• TASK REQUIREMENTS
Repeat all the data word for word.

(Stored records)
== Segment start ==

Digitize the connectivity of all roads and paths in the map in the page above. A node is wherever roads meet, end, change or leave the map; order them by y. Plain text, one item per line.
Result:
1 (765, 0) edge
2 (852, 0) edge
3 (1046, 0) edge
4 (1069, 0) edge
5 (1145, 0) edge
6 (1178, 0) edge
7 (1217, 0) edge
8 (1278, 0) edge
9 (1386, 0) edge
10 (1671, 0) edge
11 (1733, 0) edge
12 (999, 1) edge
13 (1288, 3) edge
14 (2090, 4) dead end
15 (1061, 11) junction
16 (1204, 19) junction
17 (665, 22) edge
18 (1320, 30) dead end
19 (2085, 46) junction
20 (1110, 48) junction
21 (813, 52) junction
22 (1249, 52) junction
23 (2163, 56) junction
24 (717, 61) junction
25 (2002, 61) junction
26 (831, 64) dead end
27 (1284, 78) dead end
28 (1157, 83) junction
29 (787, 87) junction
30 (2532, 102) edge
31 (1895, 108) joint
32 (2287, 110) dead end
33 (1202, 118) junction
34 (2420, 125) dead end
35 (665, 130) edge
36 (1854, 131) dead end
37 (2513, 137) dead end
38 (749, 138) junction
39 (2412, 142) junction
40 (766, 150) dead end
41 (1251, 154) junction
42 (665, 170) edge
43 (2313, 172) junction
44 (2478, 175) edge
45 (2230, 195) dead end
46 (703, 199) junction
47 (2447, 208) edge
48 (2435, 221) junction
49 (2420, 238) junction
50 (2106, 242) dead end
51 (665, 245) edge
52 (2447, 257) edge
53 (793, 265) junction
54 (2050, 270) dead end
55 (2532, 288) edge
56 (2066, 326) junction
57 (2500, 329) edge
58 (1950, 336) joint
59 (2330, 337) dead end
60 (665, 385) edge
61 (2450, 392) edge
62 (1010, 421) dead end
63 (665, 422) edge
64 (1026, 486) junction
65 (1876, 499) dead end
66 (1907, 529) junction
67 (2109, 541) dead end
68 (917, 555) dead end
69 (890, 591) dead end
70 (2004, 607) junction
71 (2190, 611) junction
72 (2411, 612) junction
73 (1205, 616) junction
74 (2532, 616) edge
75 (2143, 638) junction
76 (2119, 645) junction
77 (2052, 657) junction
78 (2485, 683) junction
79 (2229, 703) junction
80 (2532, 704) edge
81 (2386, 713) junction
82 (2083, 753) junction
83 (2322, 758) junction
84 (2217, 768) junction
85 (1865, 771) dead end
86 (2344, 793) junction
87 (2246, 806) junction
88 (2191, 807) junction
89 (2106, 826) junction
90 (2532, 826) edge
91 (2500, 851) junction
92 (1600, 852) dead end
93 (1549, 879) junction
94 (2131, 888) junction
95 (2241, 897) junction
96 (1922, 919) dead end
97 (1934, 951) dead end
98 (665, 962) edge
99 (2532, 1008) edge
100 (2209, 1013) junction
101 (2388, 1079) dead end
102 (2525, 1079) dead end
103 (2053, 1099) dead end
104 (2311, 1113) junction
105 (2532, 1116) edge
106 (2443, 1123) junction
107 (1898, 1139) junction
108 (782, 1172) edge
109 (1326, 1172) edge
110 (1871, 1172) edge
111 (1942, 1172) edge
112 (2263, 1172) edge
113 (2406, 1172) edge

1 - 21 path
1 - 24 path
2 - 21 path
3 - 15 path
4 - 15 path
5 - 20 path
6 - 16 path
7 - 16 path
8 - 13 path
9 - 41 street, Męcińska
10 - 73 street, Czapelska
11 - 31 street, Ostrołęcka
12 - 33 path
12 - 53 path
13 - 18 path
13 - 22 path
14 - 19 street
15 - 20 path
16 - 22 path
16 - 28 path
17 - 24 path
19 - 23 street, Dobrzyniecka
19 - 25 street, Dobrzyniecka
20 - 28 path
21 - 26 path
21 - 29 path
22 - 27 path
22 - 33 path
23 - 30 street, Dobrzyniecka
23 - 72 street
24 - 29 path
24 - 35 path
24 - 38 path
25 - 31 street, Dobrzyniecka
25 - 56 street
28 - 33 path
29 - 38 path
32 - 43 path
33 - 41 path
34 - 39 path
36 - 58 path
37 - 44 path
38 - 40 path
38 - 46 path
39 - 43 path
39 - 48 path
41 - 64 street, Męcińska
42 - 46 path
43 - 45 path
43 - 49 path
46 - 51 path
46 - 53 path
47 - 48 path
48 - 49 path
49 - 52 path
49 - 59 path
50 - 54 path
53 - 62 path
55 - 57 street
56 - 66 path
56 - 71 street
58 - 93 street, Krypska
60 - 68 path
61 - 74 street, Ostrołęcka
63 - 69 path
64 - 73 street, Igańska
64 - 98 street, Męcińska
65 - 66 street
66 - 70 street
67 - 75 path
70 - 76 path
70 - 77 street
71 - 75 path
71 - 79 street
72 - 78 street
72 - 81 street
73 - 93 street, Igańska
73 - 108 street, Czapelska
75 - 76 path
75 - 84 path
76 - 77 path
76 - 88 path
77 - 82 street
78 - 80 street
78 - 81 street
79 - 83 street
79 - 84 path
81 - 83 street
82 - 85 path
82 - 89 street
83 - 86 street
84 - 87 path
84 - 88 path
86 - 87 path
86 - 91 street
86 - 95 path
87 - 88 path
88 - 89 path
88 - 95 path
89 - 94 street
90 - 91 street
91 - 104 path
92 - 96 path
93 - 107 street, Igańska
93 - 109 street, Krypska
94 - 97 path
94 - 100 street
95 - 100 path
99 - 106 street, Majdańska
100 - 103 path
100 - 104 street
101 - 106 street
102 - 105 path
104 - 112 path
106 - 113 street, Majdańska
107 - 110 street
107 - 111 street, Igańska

== Segment end ==

• SOLUTION BELOW
Digitize the connectivity of all roads and paths in the map in the page above. A node is wherever roads meet, end, change or leave the map; order them by y. Plain text, one item per line.
Result:
1 (765, 0) edge
2 (852, 0) edge
3 (1046, 0) edge
4 (1069, 0) edge
5 (1145, 0) edge
6 (1178, 0) edge
7 (1217, 0) edge
8 (1278, 0) edge
9 (1386, 0) edge
10 (1671, 0) edge
11 (1733, 0) edge
12 (999, 1) edge
13 (1288, 3) edge
14 (2090, 4) dead end
15 (1061, 11) junction
16 (1204, 19) junction
17 (665, 22) edge
18 (1320, 30) dead end
19 (2085, 46) junction
20 (1110, 48) junction
21 (813, 52) junction
22 (1249, 52) junction
23 (2163, 56) junction
24 (717, 61) junction
25 (2002, 61) junction
26 (831, 64) dead end
27 (1284, 78) dead end
28 (1157, 83) junction
29 (787, 87) junction
30 (2532, 102) edge
31 (1895, 108) joint
32 (2287, 110) dead end
33 (1202, 118) junction
34 (2420, 125) dead end
35 (665, 130) edge
36 (1854, 131) dead end
37 (2513, 137) dead end
38 (749, 138) junction
39 (2412, 142) junction
40 (766, 150) dead end
41 (1251, 154) junction
42 (665, 170) edge
43 (2313, 172) junction
44 (2478, 175) edge
45 (2230, 195) dead end
46 (703, 199) junction
47 (2447, 208) edge
48 (2435, 221) junction
49 (2420, 238) junction
50 (2106, 242) dead end
51 (665, 245) edge
52 (2447, 257) edge
53 (793, 265) junction
54 (2050, 270) dead end
55 (2532, 288) edge
56 (2066, 326) junction
57 (2500, 329) edge
58 (1950, 336) joint
59 (2330, 337) dead end
60 (665, 385) edge
61 (2450, 392) edge
62 (1010, 421) dead end
63 (665, 422) edge
64 (1026, 486) junction
65 (1876, 499) dead end
66 (1907, 529) junction
67 (2109, 541) dead end
68 (917, 555) dead end
69 (890, 591) dead end
70 (2004, 607) junction
71 (2190, 611) junction
72 (2411, 612) junction
73 (1205, 616) junction
74 (2532, 616) edge
75 (2143, 638) junction
76 (2119, 645) junction
77 (2052, 657) junction
78 (2485, 683) junction
79 (2229, 703) junction
80 (2532, 704) edge
81 (2386, 713) junction
82 (2083, 753) junction
83 (2322, 758) junction
84 (2217, 768) junction
85 (1865, 771) dead end
86 (2344, 793) junction
87 (2246, 806) junction
88 (2191, 807) junction
89 (2106, 826) junction
90 (2532, 826) edge
91 (2500, 851) junction
92 (1600, 852) dead end
93 (1549, 879) junction
94 (2131, 888) junction
95 (2241, 897) junction
96 (1922, 919) dead end
97 (1934, 951) dead end
98 (665, 962) edge
99 (2532, 1008) edge
100 (2209, 1013) junction
101 (2388, 1079) dead end
102 (2525, 1079) dead end
103 (2053, 1099) dead end
104 (2311, 1113) junction
105 (2532, 1116) edge
106 (2443, 1123) junction
107 (1898, 1139) junction
108 (782, 1172) edge
109 (1326, 1172) edge
110 (1871, 1172) edge
111 (1942, 1172) edge
112 (2263, 1172) edge
113 (2406, 1172) edge

1 - 21 path
1 - 24 path
2 - 21 path
3 - 15 path
4 - 15 path
5 - 20 path
6 - 16 path
7 - 16 path
8 - 13 path
9 - 41 street, Męcińska
10 - 73 street, Czapelska
11 - 31 street, Ostrołęcka
12 - 33 path
12 - 53 path
13 - 18 path
13 - 22 path
14 - 19 street
15 - 20 path
16 - 22 path
16 - 28 path
17 - 24 path
19 - 23 street, Dobrzyniecka
19 - 25 street, Dobrzyniecka
20 - 28 path
21 - 26 path
21 - 29 path
22 - 27 path
22 - 33 path
23 - 30 street, Dobrzyniecka
23 - 72 street
24 - 29 path
24 - 35 path
24 - 38 path
25 - 31 street, Dobrzyniecka
25 - 56 street
28 - 33 path
29 - 38 path
32 - 43 path
33 - 41 path
34 - 39 path
36 - 58 path
37 - 44 path
38 - 40 path
38 - 46 path
39 - 43 path
39 - 48 path
41 - 64 street, Męcińska
42 - 46 path
43 - 45 path
43 - 49 path
46 - 51 path
46 - 53 path
47 - 48 path
48 - 49 path
49 - 52 path
49 - 59 path
50 - 54 path
53 - 62 path
55 - 57 street
56 - 66 path
56 - 71 street
58 - 93 street, Krypska
60 - 68 path
61 - 74 street, Ostrołęcka
63 - 69 path
64 - 73 street, Igańska
64 - 98 street, Męcińska
65 - 66 street
66 - 70 street
67 - 75 path
70 - 76 path
70 - 77 street
71 - 75 path
71 - 79 street
72 - 78 street
72 - 81 street
73 - 93 street, Igańska
73 - 108 street, Czapelska
75 - 76 path
75 - 84 path
76 - 77 path
76 - 88 path
77 - 82 street
78 - 80 street
78 - 81 street
79 - 83 street
79 - 84 path
81 - 83 street
82 - 85 path
82 - 89 street
83 - 86 street
84 - 87 path
84 - 88 path
86 - 87 path
86 - 91 street
86 - 95 path
87 - 88 path
88 - 89 path
88 - 95 path
89 - 94 street
90 - 91 street
91 - 104 path
92 - 96 path
93 - 107 street, Igańska
93 - 109 street, Krypska
94 - 97 path
94 - 100 street
95 - 100 path
99 - 106 street, Majdańska
100 - 103 path
100 - 104 street
101 - 106 street
102 - 105 path
104 - 112 path
106 - 113 street, Majdańska
107 - 110 street
107 - 111 street, Igańska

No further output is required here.